**TASK DETAILS**
Where a line in the listing contains the string "Bassetts", copy that line out.

**SUPPLIED RECORDS**
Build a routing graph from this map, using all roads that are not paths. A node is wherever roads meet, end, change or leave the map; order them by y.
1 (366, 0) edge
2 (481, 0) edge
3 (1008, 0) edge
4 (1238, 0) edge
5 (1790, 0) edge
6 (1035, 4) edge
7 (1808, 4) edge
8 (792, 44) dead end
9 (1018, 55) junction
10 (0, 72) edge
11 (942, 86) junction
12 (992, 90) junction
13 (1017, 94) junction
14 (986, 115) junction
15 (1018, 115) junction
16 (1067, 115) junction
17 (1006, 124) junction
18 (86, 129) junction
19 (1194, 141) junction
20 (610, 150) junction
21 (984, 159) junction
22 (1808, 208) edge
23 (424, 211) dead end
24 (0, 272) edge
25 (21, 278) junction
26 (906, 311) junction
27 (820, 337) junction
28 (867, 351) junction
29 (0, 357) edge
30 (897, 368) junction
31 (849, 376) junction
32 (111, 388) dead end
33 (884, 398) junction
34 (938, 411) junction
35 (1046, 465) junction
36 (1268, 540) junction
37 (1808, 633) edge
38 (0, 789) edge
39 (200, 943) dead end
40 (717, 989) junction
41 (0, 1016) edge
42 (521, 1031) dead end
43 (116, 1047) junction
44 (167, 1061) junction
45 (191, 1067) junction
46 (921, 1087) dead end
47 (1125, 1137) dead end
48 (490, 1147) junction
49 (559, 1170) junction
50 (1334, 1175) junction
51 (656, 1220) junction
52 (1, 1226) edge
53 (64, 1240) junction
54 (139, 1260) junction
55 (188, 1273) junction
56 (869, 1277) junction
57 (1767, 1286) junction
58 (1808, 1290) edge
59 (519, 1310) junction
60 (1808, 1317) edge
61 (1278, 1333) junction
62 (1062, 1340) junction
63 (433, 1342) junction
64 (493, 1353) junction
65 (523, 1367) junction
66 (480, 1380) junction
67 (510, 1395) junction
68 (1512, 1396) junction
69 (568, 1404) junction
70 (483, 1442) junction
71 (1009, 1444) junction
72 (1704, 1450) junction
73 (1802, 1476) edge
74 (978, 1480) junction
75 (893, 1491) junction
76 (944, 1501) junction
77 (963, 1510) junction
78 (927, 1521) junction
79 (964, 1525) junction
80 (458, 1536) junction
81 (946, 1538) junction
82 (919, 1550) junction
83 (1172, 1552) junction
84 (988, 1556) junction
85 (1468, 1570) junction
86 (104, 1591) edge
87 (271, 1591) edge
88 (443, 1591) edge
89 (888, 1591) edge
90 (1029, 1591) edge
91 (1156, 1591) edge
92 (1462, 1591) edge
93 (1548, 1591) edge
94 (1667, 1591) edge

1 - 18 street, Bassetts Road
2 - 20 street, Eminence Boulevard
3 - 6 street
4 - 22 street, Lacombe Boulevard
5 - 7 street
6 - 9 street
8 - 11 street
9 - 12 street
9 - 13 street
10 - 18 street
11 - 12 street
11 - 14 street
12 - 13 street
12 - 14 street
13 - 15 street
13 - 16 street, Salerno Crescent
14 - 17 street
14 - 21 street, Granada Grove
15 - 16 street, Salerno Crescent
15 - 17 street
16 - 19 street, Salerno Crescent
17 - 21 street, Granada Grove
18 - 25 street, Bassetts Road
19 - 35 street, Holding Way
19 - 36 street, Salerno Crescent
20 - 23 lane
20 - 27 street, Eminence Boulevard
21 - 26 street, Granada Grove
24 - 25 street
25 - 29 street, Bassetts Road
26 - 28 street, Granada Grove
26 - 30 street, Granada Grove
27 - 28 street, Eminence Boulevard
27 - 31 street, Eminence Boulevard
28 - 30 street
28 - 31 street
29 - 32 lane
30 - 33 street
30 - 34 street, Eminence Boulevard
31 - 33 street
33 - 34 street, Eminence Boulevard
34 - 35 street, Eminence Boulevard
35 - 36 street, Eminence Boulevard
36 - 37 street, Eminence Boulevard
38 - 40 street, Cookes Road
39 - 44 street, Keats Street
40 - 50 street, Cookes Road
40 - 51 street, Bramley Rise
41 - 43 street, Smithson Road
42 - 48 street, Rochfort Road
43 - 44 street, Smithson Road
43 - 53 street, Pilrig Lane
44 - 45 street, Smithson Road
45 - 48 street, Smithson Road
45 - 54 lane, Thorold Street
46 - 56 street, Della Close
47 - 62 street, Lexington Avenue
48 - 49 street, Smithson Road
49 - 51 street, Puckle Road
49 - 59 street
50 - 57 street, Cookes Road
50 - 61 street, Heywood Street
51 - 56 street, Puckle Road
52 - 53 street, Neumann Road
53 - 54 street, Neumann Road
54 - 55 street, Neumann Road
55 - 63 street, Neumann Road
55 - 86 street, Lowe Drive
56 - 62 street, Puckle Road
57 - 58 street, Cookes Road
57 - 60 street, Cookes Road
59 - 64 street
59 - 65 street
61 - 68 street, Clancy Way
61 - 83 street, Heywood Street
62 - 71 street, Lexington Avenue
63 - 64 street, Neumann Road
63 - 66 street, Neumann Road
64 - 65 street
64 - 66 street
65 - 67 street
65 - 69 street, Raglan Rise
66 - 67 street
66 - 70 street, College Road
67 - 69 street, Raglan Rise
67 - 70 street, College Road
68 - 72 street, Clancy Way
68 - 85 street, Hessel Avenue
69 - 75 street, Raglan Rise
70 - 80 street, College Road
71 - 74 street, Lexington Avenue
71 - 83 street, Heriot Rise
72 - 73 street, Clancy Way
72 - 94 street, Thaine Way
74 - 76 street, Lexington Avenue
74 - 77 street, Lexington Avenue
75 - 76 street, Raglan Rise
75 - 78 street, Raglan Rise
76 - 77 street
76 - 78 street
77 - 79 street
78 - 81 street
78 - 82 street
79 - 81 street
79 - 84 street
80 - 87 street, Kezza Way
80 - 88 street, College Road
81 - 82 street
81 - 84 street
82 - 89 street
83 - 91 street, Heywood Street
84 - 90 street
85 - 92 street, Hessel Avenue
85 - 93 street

**COMPLETED EXERCISE**
1 - 18 street, Bassetts Road
18 - 25 street, Bassetts Road
25 - 29 street, Bassetts Road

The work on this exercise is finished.